マリッジリング
抱きしめる腕に体を委ね、重ねられる唇に答え、愛を囁かれ私もと答える。
あなたの思いに応えようと、あなたの全てを赦し、包むように愛そうとしながらもあなたとのすれ違いや相違を許せなかったりもする。少しずつ蓄積されたそれをあなたに気を遣わせる形で露わにする。
それはまるで両手で抱えた重い水瓶を落とすよう。静かに落ちてくる雫は知らぬうちに瓶に溜まり、気づいた時には支えられなくなり、両手から滑り落ち、大きな音と欠片と水を派手に辺りに散らす。
あなたは私を責めることなく丁寧に床に散らばった欠片を拾い水を拭く。それを私は動く事も出来ずただ立ちちすくんで見下ろしている。

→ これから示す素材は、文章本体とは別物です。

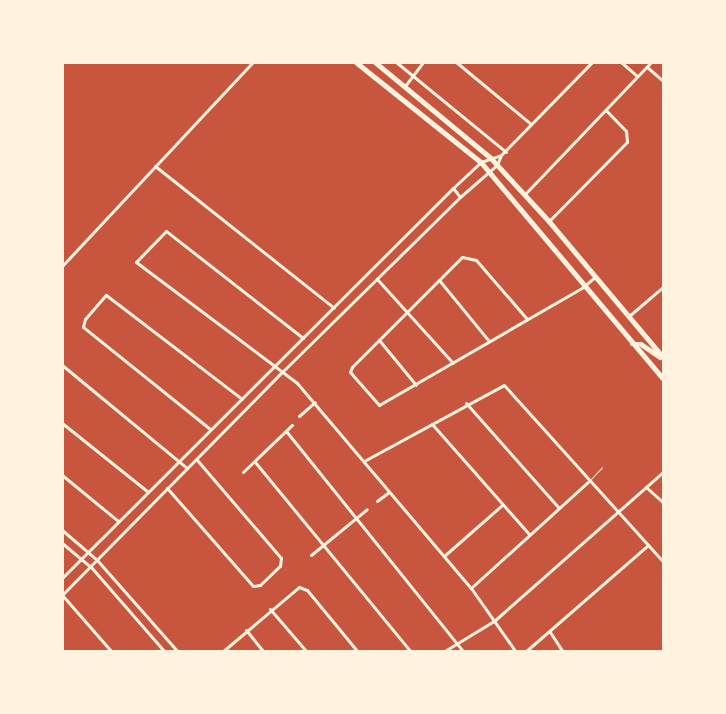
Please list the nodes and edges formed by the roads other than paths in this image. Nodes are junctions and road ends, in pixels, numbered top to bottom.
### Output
1 (253, 62) edge
2 (356, 62) edge
3 (374, 62) edge
4 (396, 62) edge
5 (423, 62) edge
6 (456, 62) edge
7 (592, 62) edge
8 (621, 62) edge
9 (650, 62) edge
10 (646, 67) junction
11 (412, 75) junction
12 (637, 76) junction
13 (664, 82) edge
14 (405, 86) junction
15 (606, 110) junction
16 (531, 124) junction
17 (506, 152) junction
18 (501, 155) junction
19 (490, 157) junction
20 (481, 162) junction
21 (497, 164) junction
22 (155, 166) junction
23 (489, 172) junction
24 (453, 188) junction
25 (525, 194) junction
26 (460, 197) junction
27 (549, 221) junction
28 (62, 266) edge
29 (595, 276) junction
30 (377, 279) junction
31 (439, 280) junction
32 (664, 286) edge
33 (583, 287) junction
34 (334, 308) junction
35 (407, 311) junction
36 (629, 316) junction
37 (527, 319) junction
38 (303, 338) junction
39 (379, 340) junction
40 (489, 341) junction
41 (632, 344) junction
42 (664, 359) edge
43 (453, 363) junction
44 (62, 365) edge
45 (274, 367) junction
46 (282, 372) junction
47 (664, 380) edge
48 (416, 385) junction
49 (242, 399) junction
50 (315, 402) junction
51 (466, 404) junction
52 (299, 416) dead end
53 (62, 423) edge
54 (292, 424) dead end
55 (432, 424) junction
56 (210, 429) junction
57 (286, 431) junction
58 (196, 459) junction
59 (180, 460) junction
60 (364, 461) junction
61 (255, 462) junction
62 (602, 467) dead end
63 (187, 468) junction
64 (664, 471) edge
65 (243, 472) dead end
66 (62, 474) edge
67 (589, 481) junction
68 (646, 487) junction
69 (167, 488) junction
70 (148, 492) junction
71 (389, 492) junction
72 (377, 501) dead end
73 (664, 503) edge
74 (502, 505) junction
75 (558, 507) junction
76 (367, 509) dead end
77 (619, 512) junction
78 (357, 518) junction
79 (118, 521) junction
80 (62, 530) edge
81 (529, 534) junction
82 (62, 544) edge
83 (324, 545) junction
84 (648, 545) junction
85 (89, 552) junction
86 (311, 555) dead end
87 (444, 556) junction
88 (82, 559) junction
89 (97, 560) junction
90 (664, 562) edge
91 (91, 566) junction
92 (62, 578) edge
93 (471, 588) junction
94 (62, 595) edge
95 (270, 609) junction
96 (494, 621) junction
97 (246, 630) junction
98 (550, 632) junction
99 (458, 643) junction
100 (112, 652) edge
101 (165, 652) edge
102 (178, 652) edge
103 (222, 652) edge
104 (264, 652) edge
105 (307, 652) edge
106 (358, 652) edge
107 (411, 652) edge
108 (443, 652) edge
109 (464, 652) edge
110 (516, 652) edge
111 (525, 652) edge
112 (564, 652) edge

1 - 22 street
2 - 20 main road
3 - 14 main road
4 - 11 street
5 - 11 street
6 - 16 street
7 - 16 street
8 - 12 street
9 - 10 street
10 - 12 street
10 - 13 street
11 - 14 street
11 - 17 street
12 - 15 street
14 - 19 main road
15 - 25 street
15 - 27 street
16 - 17 street
17 - 18 street
18 - 19 street
18 - 21 street
19 - 20 street
19 - 21 main road
20 - 23 main road
20 - 24 street
21 - 23 street
21 - 25 main road
22 - 28 street
22 - 34 street
23 - 26 street
23 - 33 main road
24 - 26 street
24 - 34 street
25 - 27 main road
26 - 30 street
27 - 29 main road
29 - 33 street
29 - 36 main road
30 - 35 street
30 - 46 street
31 - 35 street
31 - 37 street
31 - 40 street
32 - 36 street
33 - 37 street
33 - 41 main road
34 - 38 street
35 - 39 street
35 - 43 street
36 - 42 main road
37 - 40 street
38 - 45 street
38 - 45 street
39 - 48 street
39 - 48 street
40 - 43 street
41 - 42 main road
41 - 47 main road
43 - 48 street
44 - 59 street
45 - 46 street
45 - 49 street
46 - 50 street
46 - 58 street
49 - 56 street
49 - 56 street
50 - 52 street
50 - 60 street
51 - 55 street
51 - 67 street
51 - 75 street
53 - 70 street
54 - 57 street
55 - 60 street
55 - 74 street
56 - 59 street
57 - 61 street
57 - 78 street
58 - 63 street
58 - 69 street
59 - 63 street
59 - 70 street
60 - 71 street
61 - 65 street
61 - 83 street
62 - 67 lane
63 - 69 street
64 - 68 street
66 - 79 street
67 - 75 street
67 - 77 street
68 - 73 street
68 - 77 street
69 - 89 street
70 - 79 street
71 - 72 street
71 - 87 street
74 - 81 street
74 - 87 street
75 - 81 street
76 - 78 street
77 - 84 street
77 - 96 street
78 - 83 street
78 - 99 street
79 - 85 street
80 - 85 street
81 - 93 street
82 - 88 street
83 - 86 street
83 - 107 street
84 - 90 street
84 - 98 street
85 - 88 street
85 - 89 street
87 - 93 street
88 - 91 street
88 - 92 street
89 - 91 street
89 - 102 street
91 - 94 street
91 - 101 street
93 - 96 street
94 - 100 street
95 - 97 street
95 - 105 street
95 - 106 street
96 - 99 street
96 - 110 street
97 - 103 street
97 - 104 street
98 - 111 street
98 - 112 street
99 - 108 street
99 - 109 street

そんな、あなたにとばっちりを与えているような事でしか気持を伝えられない私がとても嫌だ。
きっと初めのうちは丁寧に丁寧にその作業を行うだろうがあなたもそのうち面倒になって拭き残しが増えたり、拾い損ねた欠片をそのままに背中を向けたりするんだろう。その欠片で私が怪我をしても気づかなくなるんだろう。
それが不安で、嫌で、時々あなたを愛し続ける事にも不安を覚える。